Le mouvement « Bloquons tout », non structuré et diffusé via messageries cryptées et réseaux sociaux, cristallise une colère sociale ressentie depuis juillet 2025 – notamment depuis l’annonce du budget 2026 de François Bayrou, avec 43,8 milliards d’euros d’économies, la suppression de deux jours fériés, et des coupes dans les services publics. 

Des revendications quantifiées ont émergé récemment via des sondages internes (relayés sur Telegram) :

83 % réclament la démission ou destitution d’Emmanuel Macron,

78 % demandent le démantèlement des empires médiatiques français,

72 % disent vouloir dire non au budget Bayrou 2026.

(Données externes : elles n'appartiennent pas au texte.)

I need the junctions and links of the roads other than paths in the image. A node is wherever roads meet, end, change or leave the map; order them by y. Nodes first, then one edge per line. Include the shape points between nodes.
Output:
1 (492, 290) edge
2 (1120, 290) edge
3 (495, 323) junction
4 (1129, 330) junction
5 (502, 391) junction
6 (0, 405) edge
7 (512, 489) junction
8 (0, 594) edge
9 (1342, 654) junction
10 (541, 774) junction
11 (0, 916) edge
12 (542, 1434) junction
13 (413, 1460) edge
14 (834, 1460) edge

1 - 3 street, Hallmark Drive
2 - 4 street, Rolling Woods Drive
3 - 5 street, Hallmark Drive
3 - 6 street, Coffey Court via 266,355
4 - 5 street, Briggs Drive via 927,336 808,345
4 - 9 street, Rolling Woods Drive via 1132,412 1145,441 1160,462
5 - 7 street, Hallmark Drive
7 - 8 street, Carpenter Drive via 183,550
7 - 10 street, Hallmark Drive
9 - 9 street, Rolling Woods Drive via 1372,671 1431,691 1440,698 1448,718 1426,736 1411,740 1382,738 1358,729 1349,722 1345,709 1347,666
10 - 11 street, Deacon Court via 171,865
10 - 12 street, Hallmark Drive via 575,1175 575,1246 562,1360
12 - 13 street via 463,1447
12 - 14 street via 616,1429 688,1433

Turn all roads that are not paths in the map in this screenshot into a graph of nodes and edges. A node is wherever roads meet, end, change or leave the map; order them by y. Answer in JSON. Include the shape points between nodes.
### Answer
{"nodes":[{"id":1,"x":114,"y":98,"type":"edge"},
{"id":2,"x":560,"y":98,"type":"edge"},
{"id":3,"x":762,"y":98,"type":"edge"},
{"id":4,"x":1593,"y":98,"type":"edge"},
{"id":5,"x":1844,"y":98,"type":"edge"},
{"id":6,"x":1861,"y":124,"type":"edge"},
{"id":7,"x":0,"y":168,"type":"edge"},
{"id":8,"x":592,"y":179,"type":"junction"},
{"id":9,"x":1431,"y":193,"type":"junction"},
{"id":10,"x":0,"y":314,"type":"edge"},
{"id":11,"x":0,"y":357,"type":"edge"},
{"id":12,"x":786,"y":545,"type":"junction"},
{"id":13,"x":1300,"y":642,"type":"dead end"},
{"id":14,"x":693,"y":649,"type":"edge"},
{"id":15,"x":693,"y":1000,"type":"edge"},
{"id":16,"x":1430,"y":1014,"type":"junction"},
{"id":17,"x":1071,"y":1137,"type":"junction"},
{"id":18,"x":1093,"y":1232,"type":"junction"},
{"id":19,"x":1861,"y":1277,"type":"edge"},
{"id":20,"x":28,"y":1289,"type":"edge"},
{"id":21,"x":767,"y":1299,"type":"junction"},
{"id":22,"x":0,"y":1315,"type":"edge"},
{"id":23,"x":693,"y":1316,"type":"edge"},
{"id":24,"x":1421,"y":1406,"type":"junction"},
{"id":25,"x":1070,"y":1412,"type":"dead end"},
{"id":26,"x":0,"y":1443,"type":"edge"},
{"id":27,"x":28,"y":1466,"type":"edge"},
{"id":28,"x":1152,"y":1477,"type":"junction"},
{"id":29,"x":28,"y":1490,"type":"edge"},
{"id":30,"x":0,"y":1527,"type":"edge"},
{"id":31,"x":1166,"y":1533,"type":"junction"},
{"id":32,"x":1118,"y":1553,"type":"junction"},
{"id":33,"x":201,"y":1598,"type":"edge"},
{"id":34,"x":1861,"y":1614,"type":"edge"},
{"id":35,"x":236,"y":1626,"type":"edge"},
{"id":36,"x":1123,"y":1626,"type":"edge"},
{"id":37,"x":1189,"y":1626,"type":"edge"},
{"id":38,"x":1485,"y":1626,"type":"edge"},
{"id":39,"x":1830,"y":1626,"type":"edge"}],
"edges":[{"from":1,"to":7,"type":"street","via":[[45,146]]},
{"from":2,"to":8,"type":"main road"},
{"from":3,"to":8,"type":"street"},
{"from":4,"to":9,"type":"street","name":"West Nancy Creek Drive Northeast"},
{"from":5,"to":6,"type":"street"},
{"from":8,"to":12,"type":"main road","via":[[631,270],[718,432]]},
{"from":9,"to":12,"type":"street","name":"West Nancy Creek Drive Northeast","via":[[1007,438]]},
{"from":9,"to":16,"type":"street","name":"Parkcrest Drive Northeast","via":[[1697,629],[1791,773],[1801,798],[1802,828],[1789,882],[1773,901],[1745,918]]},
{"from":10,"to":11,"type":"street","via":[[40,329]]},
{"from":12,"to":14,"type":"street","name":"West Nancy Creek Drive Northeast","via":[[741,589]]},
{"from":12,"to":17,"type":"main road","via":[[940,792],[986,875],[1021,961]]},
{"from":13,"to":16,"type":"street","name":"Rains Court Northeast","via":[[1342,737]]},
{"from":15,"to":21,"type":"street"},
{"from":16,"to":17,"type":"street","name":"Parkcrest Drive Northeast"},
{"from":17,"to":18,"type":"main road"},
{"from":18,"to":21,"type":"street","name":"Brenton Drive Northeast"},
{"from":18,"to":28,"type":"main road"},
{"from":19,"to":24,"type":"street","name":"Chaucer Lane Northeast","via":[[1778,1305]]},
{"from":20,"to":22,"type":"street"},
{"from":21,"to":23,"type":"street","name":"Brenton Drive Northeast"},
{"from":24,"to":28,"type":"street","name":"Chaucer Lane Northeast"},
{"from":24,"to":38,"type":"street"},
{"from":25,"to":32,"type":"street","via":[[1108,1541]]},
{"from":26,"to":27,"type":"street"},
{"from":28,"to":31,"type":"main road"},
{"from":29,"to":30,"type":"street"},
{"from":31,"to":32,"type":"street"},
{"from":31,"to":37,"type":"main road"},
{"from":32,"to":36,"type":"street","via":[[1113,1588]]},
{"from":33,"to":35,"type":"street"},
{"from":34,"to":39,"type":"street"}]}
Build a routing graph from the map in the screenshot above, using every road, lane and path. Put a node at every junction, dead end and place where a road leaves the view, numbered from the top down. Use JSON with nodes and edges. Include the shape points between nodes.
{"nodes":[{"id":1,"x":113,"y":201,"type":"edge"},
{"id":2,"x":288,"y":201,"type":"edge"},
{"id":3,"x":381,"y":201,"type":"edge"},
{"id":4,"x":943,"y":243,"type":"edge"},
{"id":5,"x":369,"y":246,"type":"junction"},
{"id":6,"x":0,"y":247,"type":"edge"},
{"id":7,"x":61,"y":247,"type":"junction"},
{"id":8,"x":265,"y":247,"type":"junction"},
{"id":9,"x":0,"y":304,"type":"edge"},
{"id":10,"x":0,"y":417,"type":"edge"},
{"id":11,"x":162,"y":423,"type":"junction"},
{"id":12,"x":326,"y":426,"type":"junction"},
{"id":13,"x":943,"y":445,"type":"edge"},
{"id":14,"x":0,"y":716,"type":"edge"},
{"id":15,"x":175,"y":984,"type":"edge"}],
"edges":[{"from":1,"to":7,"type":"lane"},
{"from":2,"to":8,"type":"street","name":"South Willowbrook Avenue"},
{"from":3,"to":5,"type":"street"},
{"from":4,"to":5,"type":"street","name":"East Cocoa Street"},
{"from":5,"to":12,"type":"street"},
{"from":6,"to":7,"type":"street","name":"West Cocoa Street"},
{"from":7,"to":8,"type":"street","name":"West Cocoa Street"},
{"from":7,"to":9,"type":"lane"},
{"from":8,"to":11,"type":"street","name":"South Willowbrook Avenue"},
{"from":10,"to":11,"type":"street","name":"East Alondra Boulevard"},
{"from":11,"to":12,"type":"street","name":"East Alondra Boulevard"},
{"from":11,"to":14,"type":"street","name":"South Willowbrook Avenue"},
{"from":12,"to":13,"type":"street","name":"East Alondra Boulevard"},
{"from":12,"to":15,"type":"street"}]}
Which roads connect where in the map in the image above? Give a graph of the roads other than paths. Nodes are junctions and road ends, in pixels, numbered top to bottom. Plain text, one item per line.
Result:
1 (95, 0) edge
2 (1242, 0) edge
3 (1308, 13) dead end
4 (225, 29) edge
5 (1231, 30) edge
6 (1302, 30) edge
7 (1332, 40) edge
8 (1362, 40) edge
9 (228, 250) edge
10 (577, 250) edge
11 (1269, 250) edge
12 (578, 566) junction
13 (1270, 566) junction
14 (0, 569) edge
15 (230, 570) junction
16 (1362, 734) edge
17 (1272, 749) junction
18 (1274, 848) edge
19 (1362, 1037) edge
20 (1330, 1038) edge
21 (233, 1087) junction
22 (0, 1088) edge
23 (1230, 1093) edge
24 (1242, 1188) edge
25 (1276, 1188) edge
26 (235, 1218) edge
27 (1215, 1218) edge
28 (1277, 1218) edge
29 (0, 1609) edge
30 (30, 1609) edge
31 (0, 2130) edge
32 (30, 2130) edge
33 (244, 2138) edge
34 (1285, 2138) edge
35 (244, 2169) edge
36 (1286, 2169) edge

Ces chiffres offrent un aperçu plus précis des attentes : la contestation ne se limite pas à la hausse du pouvoir d’achat, mais englobe une contestation politique globale, médiatique et budgétaire.

En parallèle, les services de renseignement estiment que le 10 septembre pourrait mobiliser jusqu’à 100 000 personnes, entre blocages de grandes infrastructures (raffineries, routes, gares, péages) et actions symboliques ou coup-de-poing.

Même si ces chiffres sont à manier avec prudence, ils attestent d’un mouvement à l’ampleur non négligeable.